We’ve all received hurtful emails.
We’ve all received email that makes our mouth drop open and say, “What?!” Here’s a real email I received a few years ago.
Thanks so much for canceling church services on Sunday 12/25. You’re helping me win the war to make Christmas just another day. Why let that Jesus guy get in the way of presents and Santa? Great decision. Now if I can get the Baptists and Catholics on board!
In your debt,
Yes, this is a wildly “out there” example, but it’s a real email. And it’s my only one from Satan!
If you had been sitting beside me at that moment, you might have said: “Dan, this is an easy one, it’s a ridiculous email. Just press delete. It wasn’t even addressed personally to you. It came to 12Stone, and you were asked to respond.” That would have been wise counsel.
This email didn’t cause me to lose any sleep, but I was part of the team that made that decision about services on Christmas (and having a gazillion Christmas Eve services instead). So oddly perhaps, it felt just a little personal.
But what about the email that really gets to you? When the hurtful email is serious, real and from someone you know, it requires a response.

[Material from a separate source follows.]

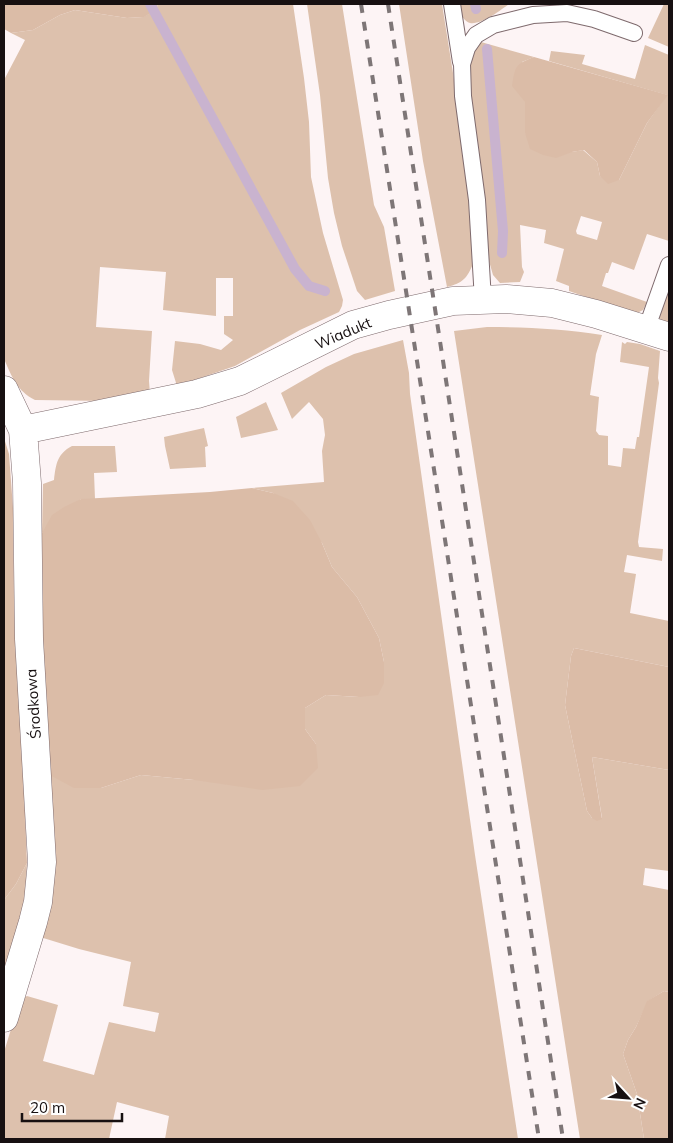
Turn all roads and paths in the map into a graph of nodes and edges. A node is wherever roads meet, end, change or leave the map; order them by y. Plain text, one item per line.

We are tempted to fire off a retaliatory shot. Or end up hurt and shrink back in our leadership, especially if the email is from someone with authority. The email that really hurts are the ones that come from someone you know, even a colleague or friend.
What do you do?
5 Action-Steps to handle a mean-spirited email:
1) Wait for 24 hours
When you get an overtly critical or hurtful email, don’t do anything for 24 hours except pray. It may be difficult, but at all costs resist acting on your emotion. Resist responding defensively. And above all, do not be the one who escalates the situation.
2) Take a moment of self-examination.
I received a few attacking or hurtful emails over the course of 2017. It’s interesting how we remember three or four ugly emails out of many thousands of good ones, but we do. And we often keep them. Why is that? Because like a deeply meaningful email of gratitude or encouragement, it marks us.
Some “rough” emails we receive are well written, and the sender owns it. Though unnecessarily harsh, and with a few intended zingers, there may be something for you or me to hear. There may be something we need to learn. Take a moment in those first 24 hours to reflect.
3) If it’s anonymous, ignore it.
If an email message is anonymous, don’t respond. Ignore it. John Maxwell coached me on this subject nearly 30 years ago. Of course, back then, we received physical mail, actual typed letters. There was often no return address, and that made it easier. But today, nearly all emails can be responded to, however, if it’s set up as anonymous, let it go.
If the person doesn’t dare to take ownership, it’s not worth your time.
4) If it’s someone you know, give the benefit of the doubt.
You have probably been in a hurry and fired off a quick email that wasn’t exactly warm and fuzzy. I have. We assume the person will understand. But when we are the recipient of that email, it’s different, right?
Always give the benefit of the doubt. Assume the best. If the person is clearly upset and possibly even attacking, please, do not respond by email.
It may be a vendor, a volunteer, a fellow staff member or even a family member.
Do anything you can to talk with them in person.
5) Respond by email only as a last resort.
This is similar to the last point, but referring here to someone you don’t know, and perhaps it would be highly inconvenient to talk to them in person.
You can always call them, and the majority of the time the person softens when they see you have the courage to talk, and that you are not responding in retaliation mode.
If you must write back, respond with the kindness and consideration you would want to receive if the roles were reversed.